YOUR GOAL:
Your answer must be the records below, repeated exactly, with every picture left out.

Collected data:
§ §
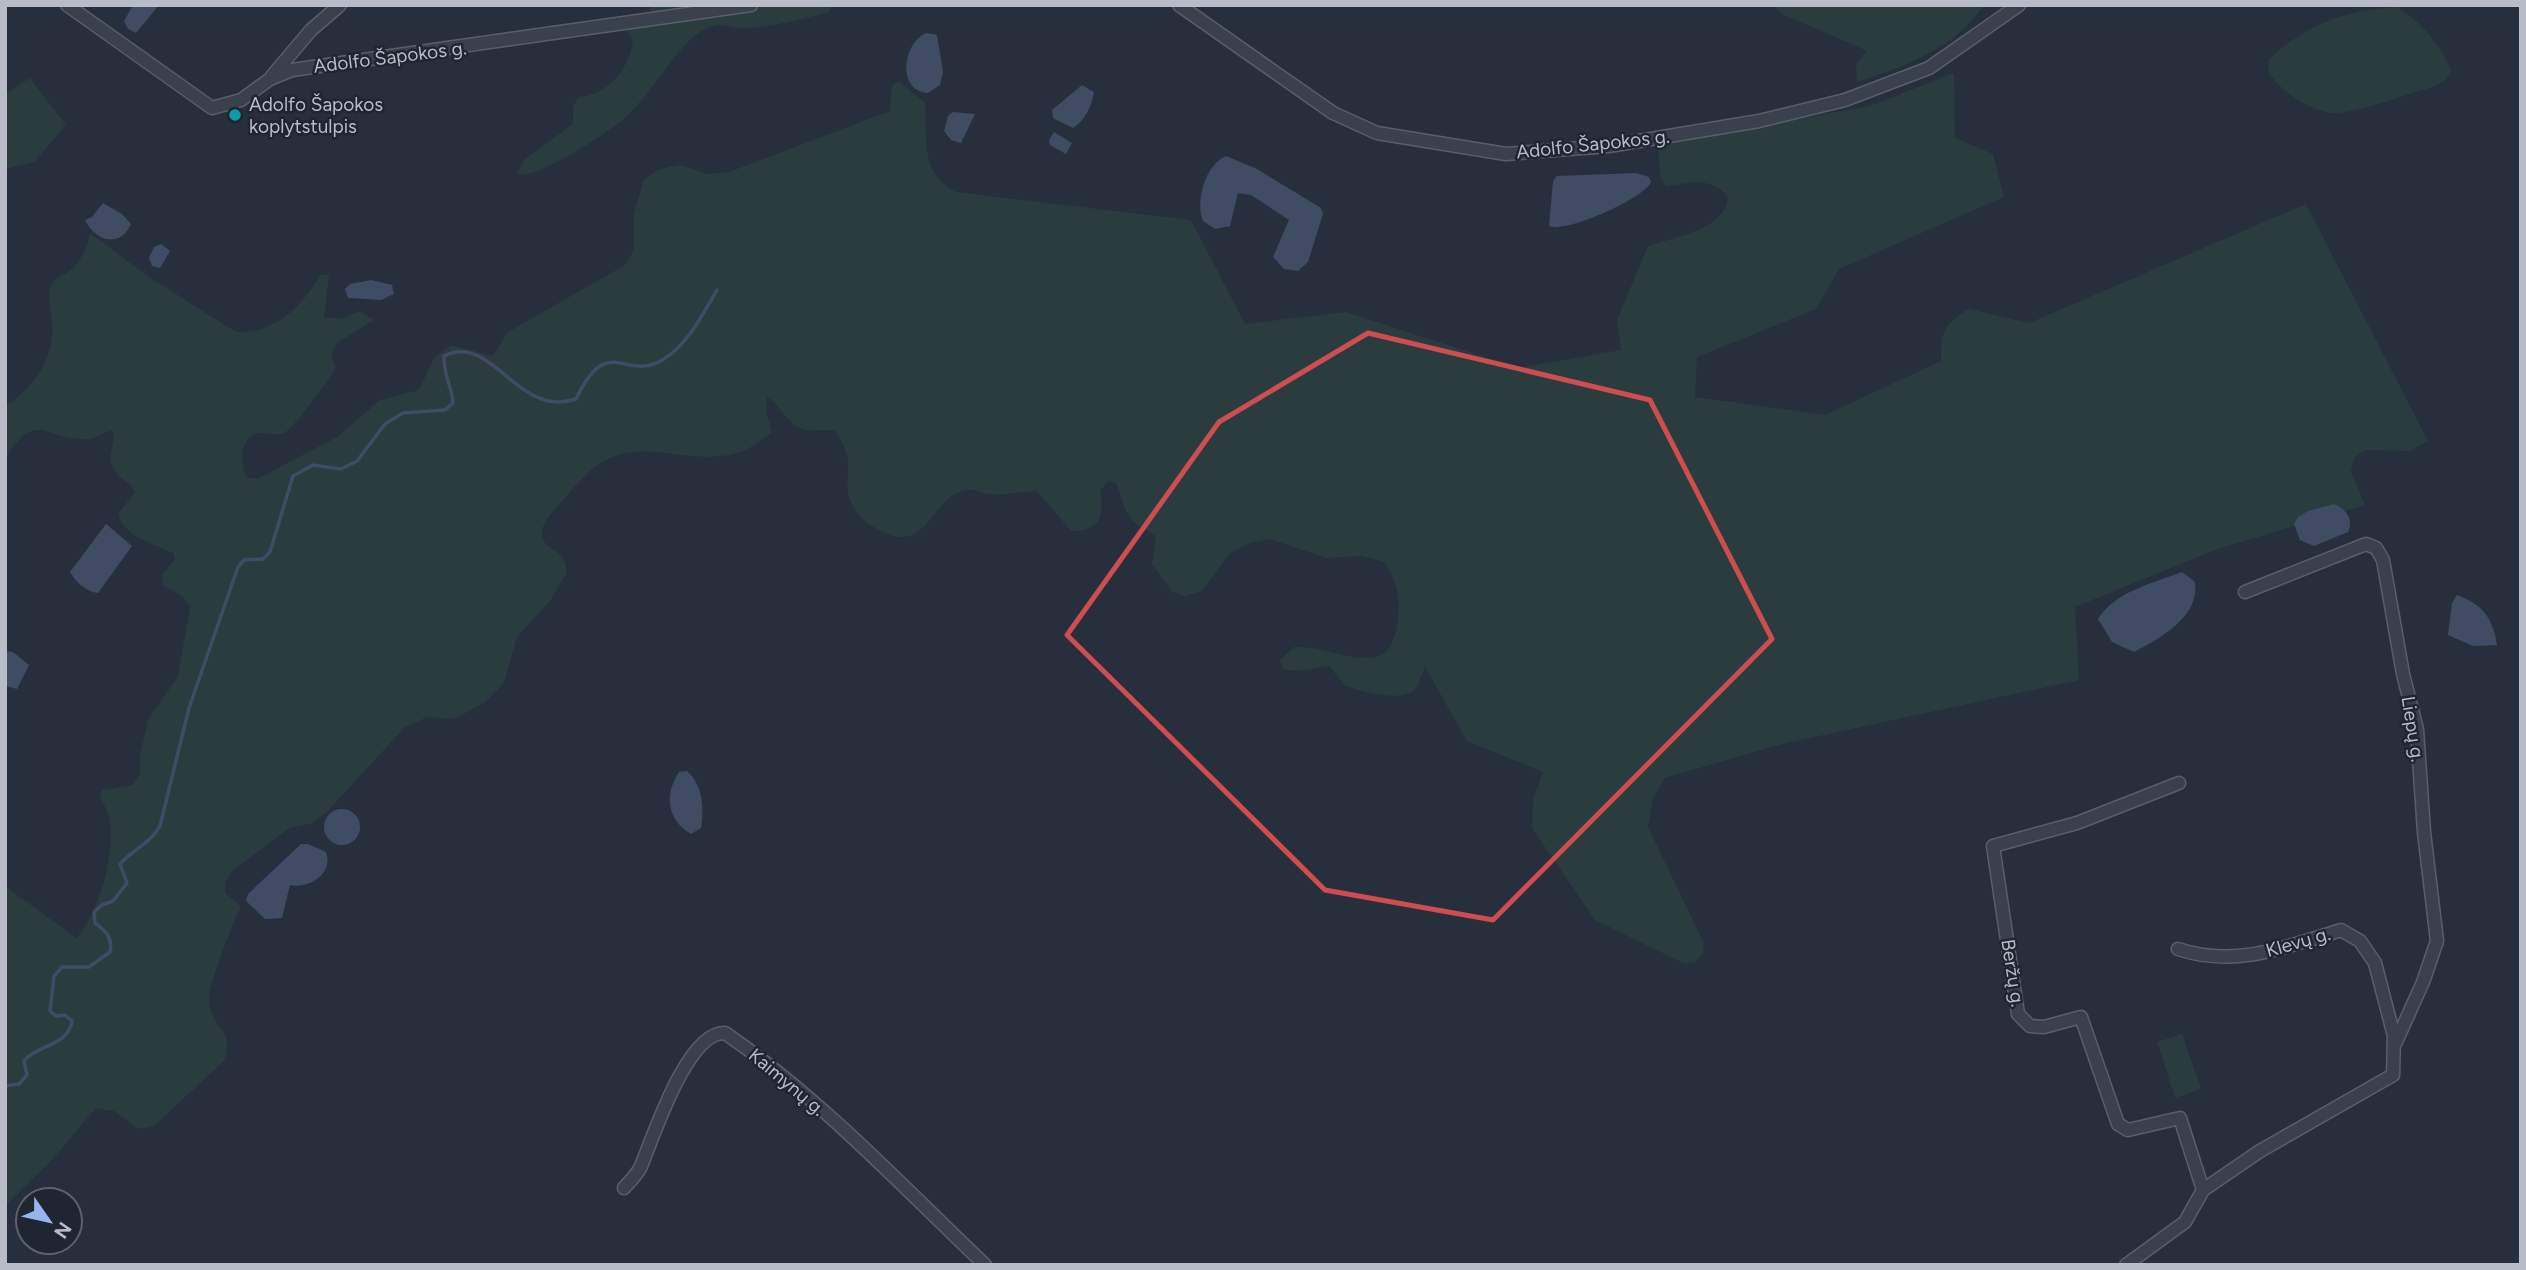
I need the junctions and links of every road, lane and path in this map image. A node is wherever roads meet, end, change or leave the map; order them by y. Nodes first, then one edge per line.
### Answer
1 (67, 5) edge
2 (340, 5) edge
3 (751, 5) edge
4 (1178, 5) edge
5 (2019, 5) edge
6 (270, 79) junction
7 (2245, 592) dead end
8 (2179, 783) dead end
9 (2178, 949) dead end
10 (2394, 1046) junction
11 (624, 1188) dead end
12 (2203, 1190) junction
13 (985, 1265) edge
14 (2126, 1265) edge

1 - 6 street, Adolfo Šapokos g.
2 - 6 street
3 - 6 street, Adolfo Šapokos g.
4 - 5 street, Adolfo Šapokos g.
7 - 10 street, Liepų g.
8 - 12 street, Beržų g.
9 - 10 street, Klevų g.
10 - 12 street, Klevų g.
11 - 13 street, Kaimynų g.
12 - 14 street

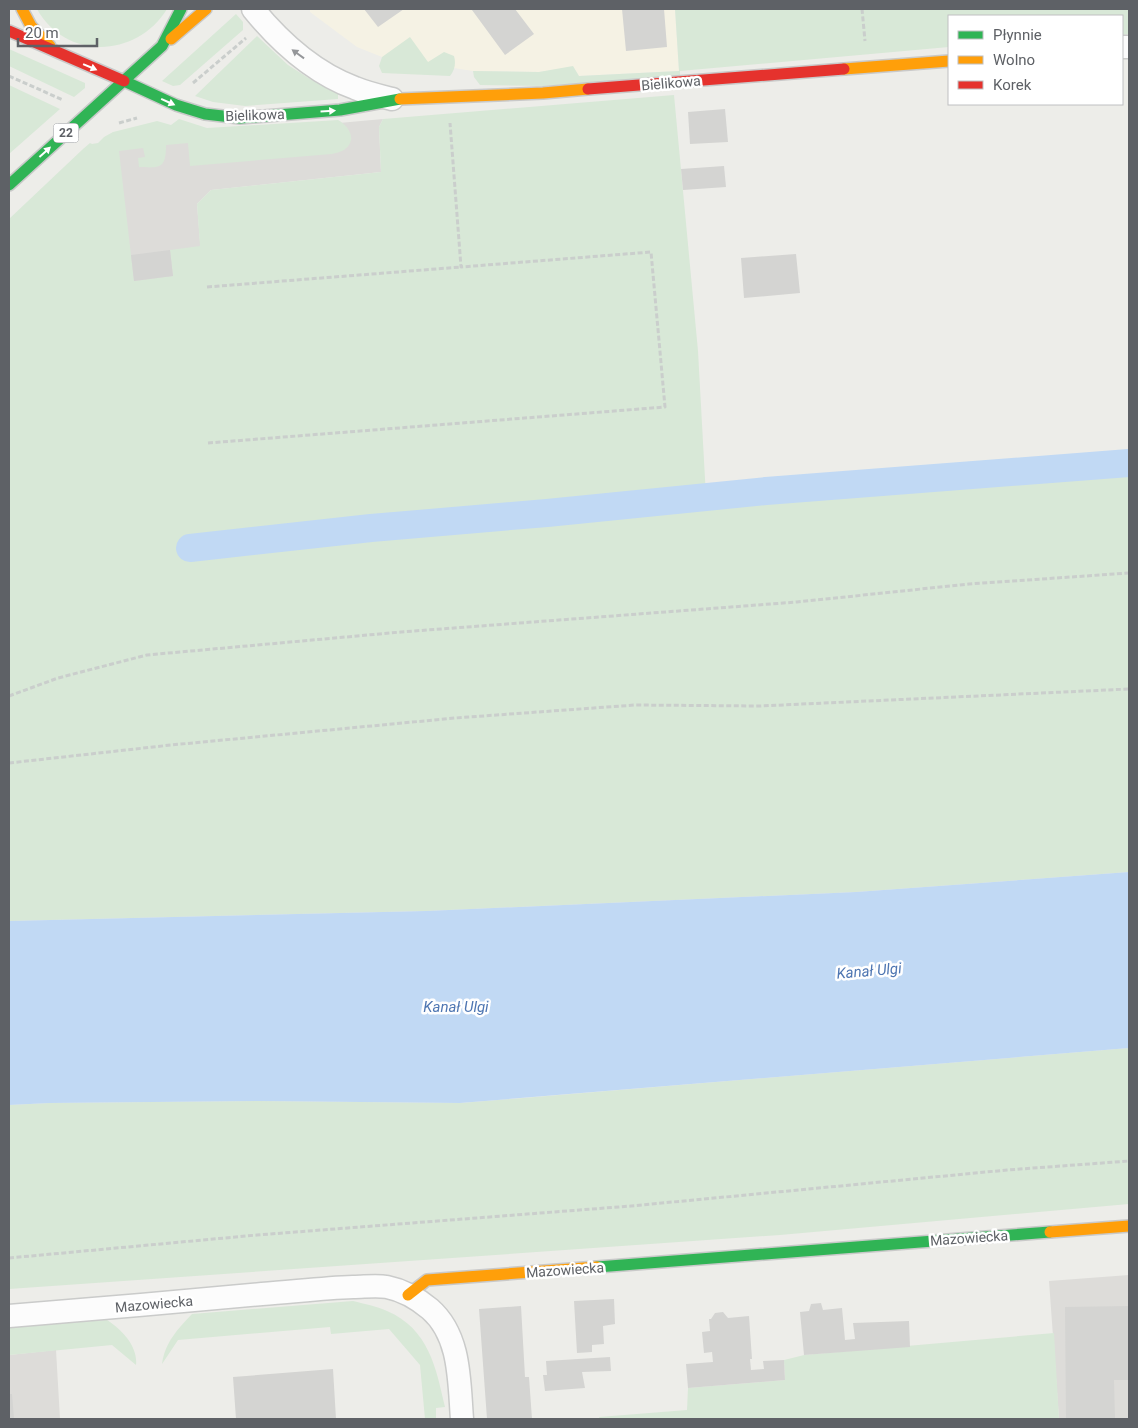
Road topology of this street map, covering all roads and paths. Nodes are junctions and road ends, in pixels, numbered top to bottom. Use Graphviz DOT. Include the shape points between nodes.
graph roads {
  1 [pos="22,9"];
  2 [pos="181,9"];
  3 [pos="206,9"];
  4 [pos="253,9"];
  5 [pos="862,9"];
  6 [pos="9,31"];
  7 [pos="162,46"];
  8 [pos="56,52"];
  9 [pos="948,61"];
  10 [pos="866,67"];
  11 [pos="124,82"];
  12 [pos="457,97"];
  13 [pos="392,100"];
  14 [pos="9,185"];
  15 [pos="461,267"];
  16 [pos="207,287"];
  17 [pos="208,443"];
  18 [pos="1129,573"];
  19 [pos="1129,689"];
  20 [pos="9,696"];
  21 [pos="9,764"];
  22 [pos="1129,1161"];
  23 [pos="1129,1226"];
  24 [pos="9,1258"];
  25 [pos="408,1295"];
  26 [pos="9,1316"];
  27 [pos="462,1419"];
  1 -- 8 [label="street" via="32,26"];
  2 -- 7 [label="street, 22"];
  3 -- 7 [label="street, 22"];
  13 -- 4 [label="street, Bielikowa, one-way" via="355,88 318,68 279,39"];
  5 -- 10 [label="path"];
  6 -- 8 [label="street, Bielikowa"];
  7 -- 11 [label="street, 22"];
  8 -- 11 [label="street, Bielikowa, one-way"];
  9 -- 10 [label="street, Bielikowa"];
  10 -- 12 [label="street, Bielikowa" via="543,94"];
  11 -- 13 [label="street, Bielikowa, one-way" via="176,105 223,117 340,110"];
  14 -- 11 [label="street, 22, one-way"];
  12 -- 13 [label="street, Bielikowa"];
  12 -- 15 [label="path" via="449,112"];
  15 -- 16 [label="path"];
  15 -- 17 [label="path" via="651,252 665,407"];
  18 -- 20 [label="path" via="147,655 58,678"];
  19 -- 21 [label="path" via="760,706 635,705 455,718"];
  22 -- 24 [label="path"];
  23 -- 25 [label="street, Mazowiecka" via="427,1280"];
  25 -- 26 [label="street, Mazowiecka" via="386,1287 332,1288"];
  25 -- 27 [label="street" via="436,1315 451,1339"];
}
§ §
WRITTEN REPLY:
I need the junctions and links of every road, lane and path in this map image. A node is wherever roads meet, end, change or leave the map; order them by y. Nodes first, then one edge per line.
### Answer
1 (67, 5) edge
2 (340, 5) edge
3 (751, 5) edge
4 (1178, 5) edge
5 (2019, 5) edge
6 (270, 79) junction
7 (2245, 592) dead end
8 (2179, 783) dead end
9 (2178, 949) dead end
10 (2394, 1046) junction
11 (624, 1188) dead end
12 (2203, 1190) junction
13 (985, 1265) edge
14 (2126, 1265) edge

1 - 6 street, Adolfo Šapokos g.
2 - 6 street
3 - 6 street, Adolfo Šapokos g.
4 - 5 street, Adolfo Šapokos g.
7 - 10 street, Liepų g.
8 - 12 street, Beržų g.
9 - 10 street, Klevų g.
10 - 12 street, Klevų g.
11 - 13 street, Kaimynų g.
12 - 14 street

Road topology of this street map, covering all roads and paths. Nodes are junctions and road ends, in pixels, numbered top to bottom. Use Graphviz DOT. Include the shape points between nodes.
graph roads {
  1 [pos="22,9"];
  2 [pos="181,9"];
  3 [pos="206,9"];
  4 [pos="253,9"];
  5 [pos="862,9"];
  6 [pos="9,31"];
  7 [pos="162,46"];
  8 [pos="56,52"];
  9 [pos="948,61"];
  10 [pos="866,67"];
  11 [pos="124,82"];
  12 [pos="457,97"];
  13 [pos="392,100"];
  14 [pos="9,185"];
  15 [pos="461,267"];
  16 [pos="207,287"];
  17 [pos="208,443"];
  18 [pos="1129,573"];
  19 [pos="1129,689"];
  20 [pos="9,696"];
  21 [pos="9,764"];
  22 [pos="1129,1161"];
  23 [pos="1129,1226"];
  24 [pos="9,1258"];
  25 [pos="408,1295"];
  26 [pos="9,1316"];
  27 [pos="462,1419"];
  1 -- 8 [label="street" via="32,26"];
  2 -- 7 [label="street, 22"];
  3 -- 7 [label="street, 22"];
  13 -- 4 [label="street, Bielikowa, one-way" via="355,88 318,68 279,39"];
  5 -- 10 [label="path"];
  6 -- 8 [label="street, Bielikowa"];
  7 -- 11 [label="street, 22"];
  8 -- 11 [label="street, Bielikowa, one-way"];
  9 -- 10 [label="street, Bielikowa"];
  10 -- 12 [label="street, Bielikowa" via="543,94"];
  11 -- 13 [label="street, Bielikowa, one-way" via="176,105 223,117 340,110"];
  14 -- 11 [label="street, 22, one-way"];
  12 -- 13 [label="street, Bielikowa"];
  12 -- 15 [label="path" via="449,112"];
  15 -- 16 [label="path"];
  15 -- 17 [label="path" via="651,252 665,407"];
  18 -- 20 [label="path" via="147,655 58,678"];
  19 -- 21 [label="path" via="760,706 635,705 455,718"];
  22 -- 24 [label="path"];
  23 -- 25 [label="street, Mazowiecka" via="427,1280"];
  25 -- 26 [label="street, Mazowiecka" via="386,1287 332,1288"];
  25 -- 27 [label="street" via="436,1315 451,1339"];
}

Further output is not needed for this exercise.